Sometimes with Jack you had to take the direct approach. “I am, Jack. Now
you
listen to
me
. This is not a personal call. I’m talking to you as Detective Chief Inspector Gilchrist of Fife Constabulary’s Crime Management Department. Do you understand what I’m saying?”
Silence.
“I need to talk to Chloe.” He heard a hand brush the mouthpiece, caught an image of Jack pulling himself from bed, blonde hair tousled with bed-head.
“You’re serious?”
“Deadly.”
Jack’s breath came hard and deep all of a sudden. “It’s that hand thing,” he said. “Isn’t it? It’s been on the news.”
“It’s too early to say.”
“Don’t lie to me, Andy.”
“I’m not lying, for crying out loud. We don’t know.”
“Why call then?”
“To rule Chloe out.”
“I don’t know where she is. We had a row. She stomped off in one of her moods.”
“When did you last talk to her?”
“Three days ago. No. Four. Christ. I don’t know.”
“Settle down,” Gilchrist said, struggling to keep his own voice steady.
“Jesus, Andy. What’s happened to her?”
“Probably nothing, Jack.”
“Why’re you calling, then?”
“To rule her out.”
“You know it’s her.”
“For God’s sake, Jack, will you just listen?”
“That’s why you’re asking to talk to her. You know it’s her, don’t you? The hand. It’s hers. You know it is.”
Gilchrist felt his lips tighten as he listened to his son cry. He
wanted to speak, but found his own voice had deserted him. He heard Jack say something, the words thick and unintelligible. He clung onto the phone, pressed it tight against his ear, and whispered, “Jack,” then felt a puzzling sense of relief wash over him when Jack hung up.
He folded his phone. His chest was heaving, his heart racing.

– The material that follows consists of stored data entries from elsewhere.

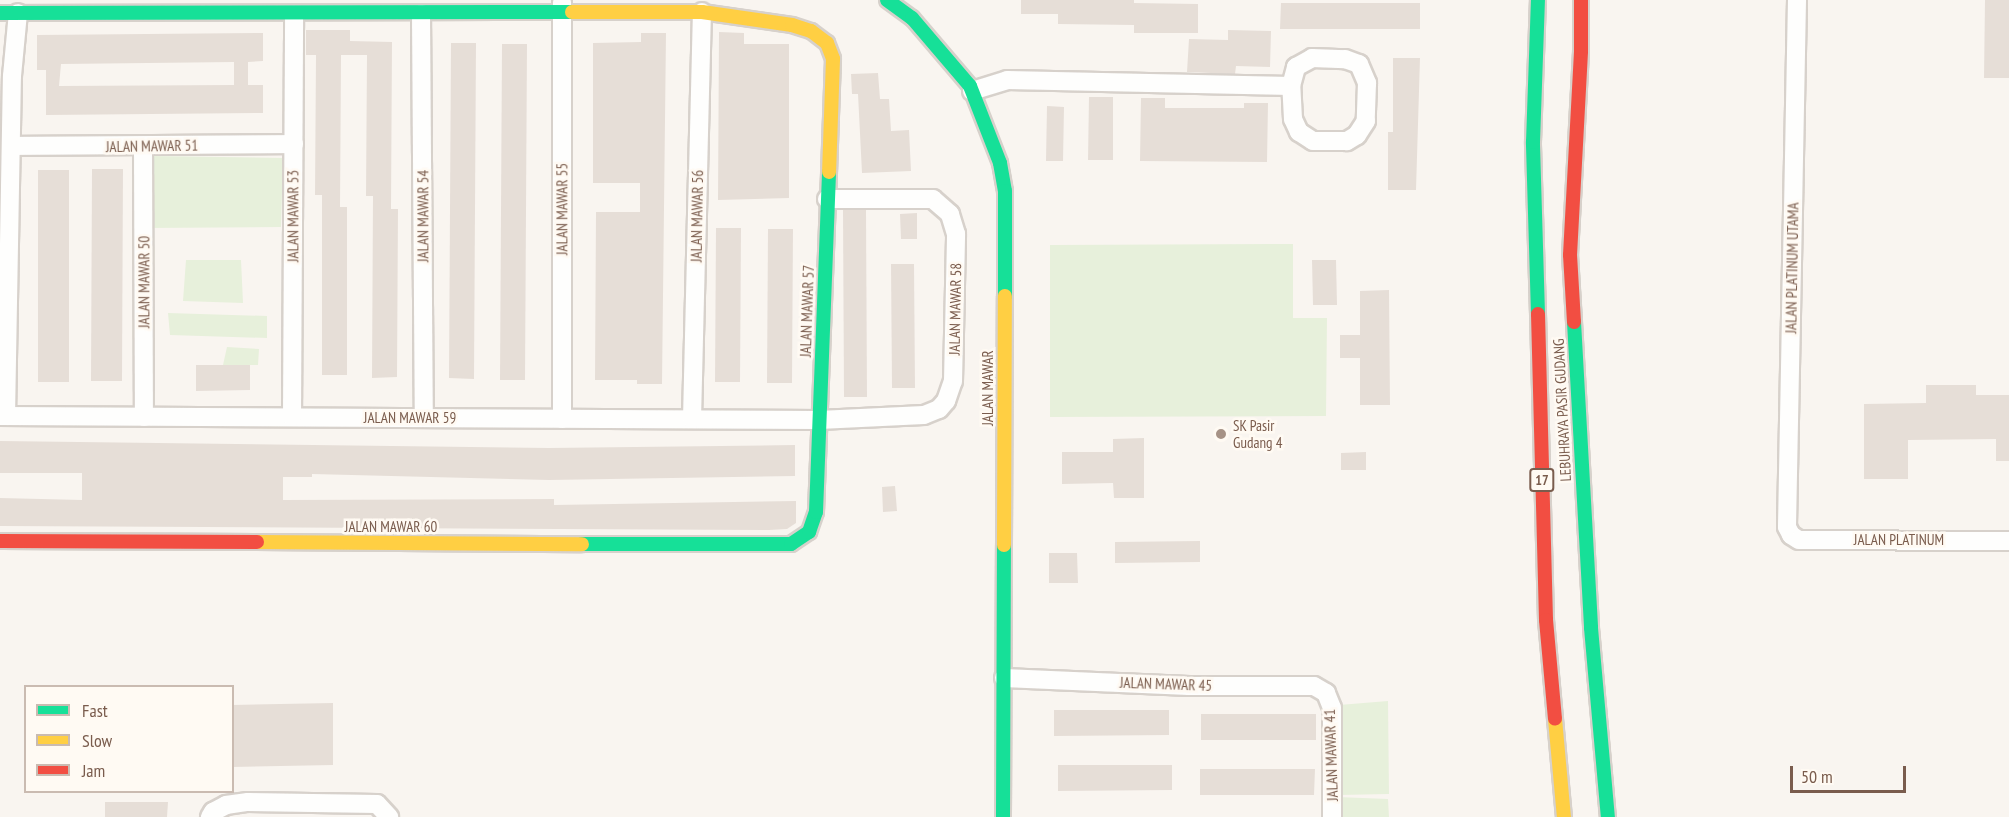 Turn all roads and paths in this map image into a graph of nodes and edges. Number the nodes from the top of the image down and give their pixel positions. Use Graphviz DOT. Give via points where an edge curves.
graph roads {
  1 [pos="887,0"];
  2 [pos="1538,0"];
  3 [pos="1581,0"];
  4 [pos="1797,0"];
  5 [pos="562,7"];
  6 [pos="702,12"];
  7 [pos="9,13"];
  8 [pos="421,14"];
  9 [pos="294,15"];
  10 [pos="1291,86"];
  11 [pos="972,91"];
  12 [pos="294,144"];
  13 [pos="11,146"];
  14 [pos="144,147"];
  15 [pos="827,199"];
  16 [pos="3,416"];
  17 [pos="144,417"];
  18 [pos="292,417"];
  19 [pos="424,418"];
  20 [pos="562,419"];
  21 [pos="692,419"];
  22 [pos="819,420"];
  23 [pos="1791,535"];
  24 [pos="0,541"];
  25 [pos="2009,541"];
  26 [pos="781,545"];
  27 [pos="1004,678"];
  28 [pos="1326,693"];
  29 [pos="210,817"];
  30 [pos="389,817"];
  31 [pos="1003,817"];
  32 [pos="1332,817"];
  33 [pos="1564,817"];
  34 [pos="1608,817"];
  1 -- 11 [label="main road, JALAN MAWAR" via="912,18"];
  2 -- 33 [label="main road, LEBUHRAYA PASIR GUDANG / 17" via="1533,142 1546,608"];
  3 -- 34 [label="main road, LEBUHRAYA PASIR GUDANG" via="1570,255 1591,628"];
  4 -- 23 [label="street, JALAN PLATINUM UTAMA" via="1787,527"];
  5 -- 6 [label="main road"];
  5 -- 8 [label="main road"];
  5 -- 20 [label="street, JALAN MAWAR 55"];
  6 -- 15 [label="main road, JALAN MAWAR 57" via="792,25 811,31 827,43 833,58"];
  6 -- 21 [label="street, JALAN MAWAR 56"];
  7 -- 9 [label="main road"];
  7 -- 13 [label="street"];
  8 -- 9 [label="main road"];
  8 -- 19 [label="street, JALAN MAWAR 54"];
  9 -- 12 [label="street, JALAN MAWAR 53"];
  10 -- 10 [label="street" via="1293,118 1299,132 1313,141 1347,141 1357,135 1366,121 1367,83 1359,64 1345,59 1312,58 1296,67"];
  10 -- 11 [label="street" via="1007,80"];
  11 -- 27 [label="main road, JALAN MAWAR" via="1000,163 1005,191"];
  12 -- 14 [label="street, JALAN MAWAR 51"];
  12 -- 18 [label="street, JALAN MAWAR 53"];
  13 -- 14 [label="street, JALAN MAWAR 51"];
  13 -- 16 [label="street"];
  14 -- 17 [label="street, JALAN MAWAR 50"];
  15 -- 22 [label="main road, JALAN MAWAR 57"];
  15 -- 22 [label="street, JALAN MAWAR 58" via="933,199 950,214 956,234 954,381 939,409 924,415"];
  16 -- 17 [label="street, JALAN MAWAR 59"];
  17 -- 18 [label="street, JALAN MAWAR 59"];
  18 -- 19 [label="street, JALAN MAWAR 59"];
  19 -- 20 [label="street, JALAN MAWAR 59"];
  20 -- 21 [label="street, JALAN MAWAR 59"];
  21 -- 22 [label="street, JALAN MAWAR 59"];
  22 -- 26 [label="main road, JALAN MAWAR 57" via="814,522 801,539"];
  23 -- 25 [label="street, JALAN PLATINUM" via="1799,540"];
  24 -- 26 [label="main road, JALAN MAWAR 60"];
  27 -- 28 [label="street, JALAN MAWAR 45" via="1189,686 1314,686"];
  27 -- 31 [label="main road, JALAN MAWAR"];
  28 -- 32 [label="street, JALAN MAWAR 41" via="1332,708"];
  29 -- 30 [label="street" via="226,804 258,802 377,804"];
}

He had handled it all wrong. Why could he never get it right with Jack? Why did he always feel as if he was pushing him farther away? He felt the tight sting of tears, the cold flush of ice in his lungs.
Christ. What if the hand was not Chloe’s? What if all he had done was upset Jack? Dear God, he would love Jack to call him back and give him a right old reaming. Then Chloe would be safe and alive. He could stand that. In fact, he would welcome that. He stared off across the dunes, felt an odd reluctance to leave that spot, knowing that doing so would mean having to look at the hand again in the knowledge that if he was right, if his worst fears were realised, then the rest of Chloe would be presented to him piece by slaughtered piece.

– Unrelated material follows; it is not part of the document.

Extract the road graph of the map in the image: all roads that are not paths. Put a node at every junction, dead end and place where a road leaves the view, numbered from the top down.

Now he knew why his name had been on the envelope. What better way to hurt another human being, to
really
hurt them to the core, than to hurt their family?
But why? And why him?
He could think of a million reasons for someone wanting to even the score.

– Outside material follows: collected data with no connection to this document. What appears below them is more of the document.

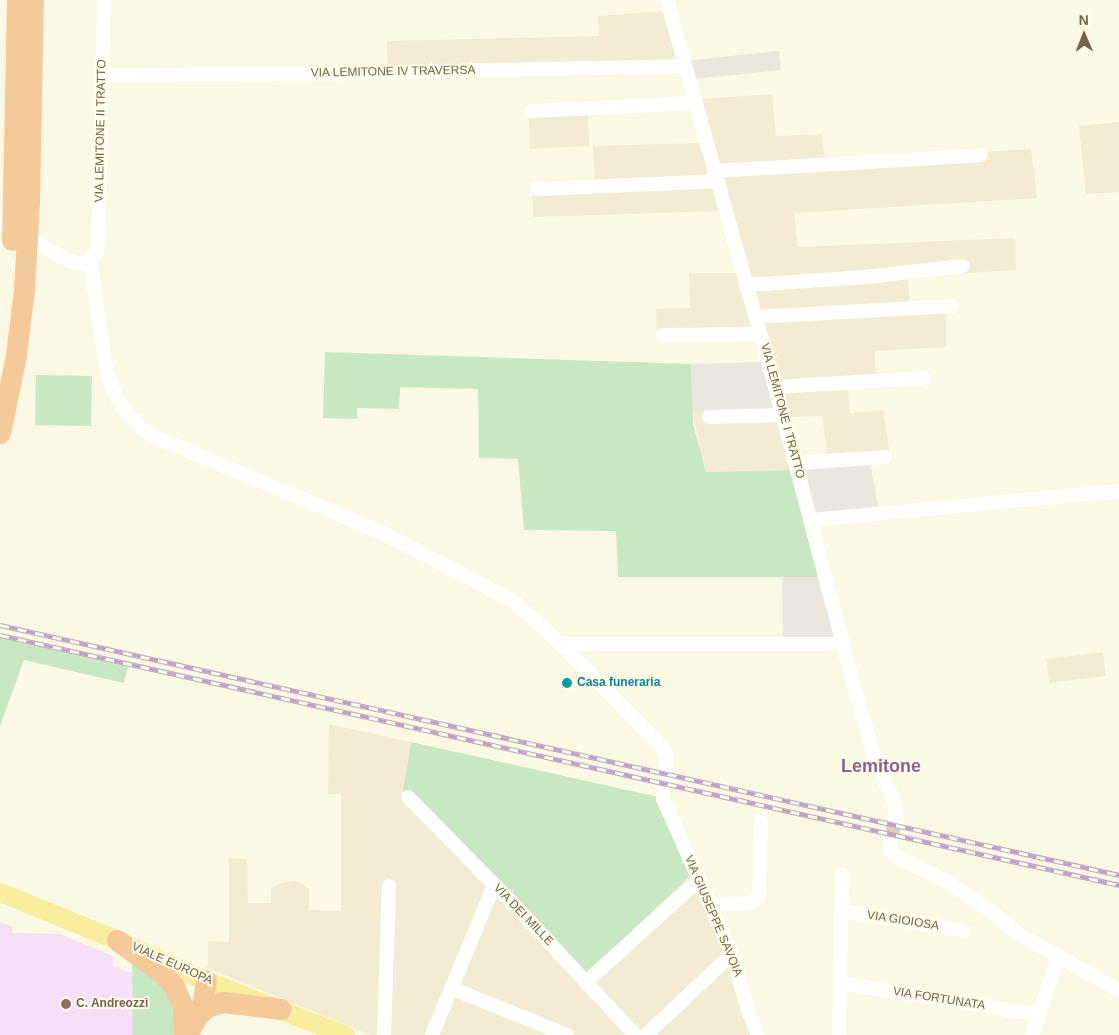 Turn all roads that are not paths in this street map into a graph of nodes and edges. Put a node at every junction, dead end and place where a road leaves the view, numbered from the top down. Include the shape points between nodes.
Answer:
1 (17, 0) edge
2 (34, 0) edge
3 (104, 0) edge
4 (667, 0) edge
5 (685, 66) junction
6 (102, 75) junction
7 (695, 103) junction
8 (532, 111) dead end
9 (981, 155) dead end
10 (715, 176) junction
11 (537, 189) dead end
12 (0, 222) edge
13 (90, 260) junction
14 (962, 266) dead end
15 (746, 285) junction
16 (952, 306) dead end
17 (755, 317) junction
18 (760, 334) junction
19 (663, 335) dead end
20 (0, 362) edge
21 (924, 378) dead end
22 (775, 387) junction
23 (783, 415) junction
24 (709, 417) dead end
25 (0, 433) edge
26 (885, 456) dead end
27 (796, 462) junction
28 (1119, 491) edge
29 (811, 520) junction
30 (561, 644) junction
31 (844, 644) junction
32 (408, 797) dead end
33 (761, 821) dead end
34 (894, 821) tunnel mouth
35 (891, 840) tunnel mouth
36 (842, 875) dead end
37 (700, 879) junction
38 (494, 885) junction
39 (389, 886) dead end
40 (0, 892) edge
41 (710, 904) junction
42 (841, 911) junction
43 (964, 931) dead end
44 (117, 940) junction
45 (732, 954) junction
46 (1058, 958) junction
47 (201, 978) junction
48 (586, 982) junction
49 (840, 983) junction
50 (451, 988) junction
51 (1119, 990) edge
52 (281, 1009) junction
53 (190, 1011) junction
54 (1039, 1015) junction
55 (185, 1035) edge
56 (345, 1035) edge
57 (384, 1035) edge
58 (432, 1035) edge
59 (567, 1035) edge
60 (635, 1035) edge
61 (646, 1035) edge
62 (758, 1035) edge
63 (839, 1035) edge
64 (1032, 1035) edge

1 - 20 highway via 11,270
2 - 25 highway via 24,289 16,355
3 - 6 street, VIA LEMITONE II TRATTO
4 - 5 street, VIA LEMITONE I TRATTO
5 - 6 street, VIA LEMITONE IV TRAVERSA
5 - 7 street, VIA LEMITONE I TRATTO
6 - 13 street, VIA LEMITONE II TRATTO via 99,218 96,252
7 - 8 street
7 - 10 street, VIA LEMITONE I TRATTO
9 - 10 street
10 - 11 street
10 - 15 street, VIA LEMITONE I TRATTO
12 - 13 street via 67,260 81,264
13 - 30 street via 106,368 123,408 139,426 151,435 381,532 513,601
14 - 15 street via 866,277
15 - 17 street, VIA LEMITONE I TRATTO
16 - 17 street
17 - 18 street, VIA LEMITONE I TRATTO
18 - 19 street
18 - 22 street, VIA LEMITONE I TRATTO
21 - 22 street
22 - 23 street, VIA LEMITONE I TRATTO
23 - 24 street
23 - 27 street, VIA LEMITONE I TRATTO
26 - 27 street
27 - 29 street, VIA LEMITONE I TRATTO
28 - 29 street
29 - 31 street, VIA LEMITONE I TRATTO
30 - 31 street
30 - 37 street, VIA GIUSEPPE SAVOIA via 662,747 667,756 663,799
31 - 34 street, VIA LEMITONE I TRATTO via 874,759 896,806
32 - 38 street, VIA DEI MILLE
33 - 41 street via 760,896 750,903
35 - 46 street via 889,846 893,855 946,881 1020,935
36 - 42 street
37 - 41 street, VIA GIUSEPPE SAVOIA
37 - 48 street
38 - 48 street, VIA DEI MILLE
38 - 50 street
39 - 57 street
40 - 44 main road, VIALE EUROPA
41 - 45 street, VIA GIUSEPPE SAVOIA
42 - 43 street, VIA GIOIOSA
42 - 49 street
44 - 47 main road, VIALE EUROPA
44 - 53 highway via 162,973
45 - 61 street
45 - 62 street, VIA GIUSEPPE SAVOIA
46 - 51 street
46 - 54 street
47 - 52 main road, VIALE EUROPA
47 - 53 highway via 203,1001
48 - 60 street, VIA DEI MILLE
49 - 54 street, VIA FORTUNATA
49 - 63 street
50 - 58 street
50 - 59 street
52 - 53 highway via 223,1002
52 - 56 main road, VIALE EUROPA
53 - 55 highway
54 - 64 street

He closed his eyes and prayed to God he was wrong on every one of them.
Chapter 6
G
ILCHRIST DID THE
necessary.
He dialled the number for DCI Peter “Dainty” Small of Strathclyde Police HQ, Pitt Street, Glasgow, and asked him to put out a Lookout Request on a young woman, five-ten, twenty-two years old, a freelance artist by the name of Chloe Fullerton. He gave her last known address as Jack’s tenement flat in Glasgow.
Dainty and Gilchrist had joined Fife Constabulary at the same time. But eight years later, Dainty married Margo Cunningham, a young PW, and moved to Glasgow the following year. They had kept in contact over the years, exchanging Christmas cards and information on relevant cases as the need arose. Gilchrist ended the call by saying he hoped he was wrong, hoped Chloe would turn up, then slipped his mobile into his jacket pocket.
From his hillock, the golf course was beginning to show signs of life.
Behind the first tee, the Royal and Ancient Clubhouse stood like a misplaced mansion, alone in its stone splendour. People dotted Grannie Clark’s Wynd, the pathway that crossed the first and eighteenth fairways and connected The Links to Bruce Embankment on the shoreline. To the east, the sky glowed crimson with a hint of blue through tattered clouds.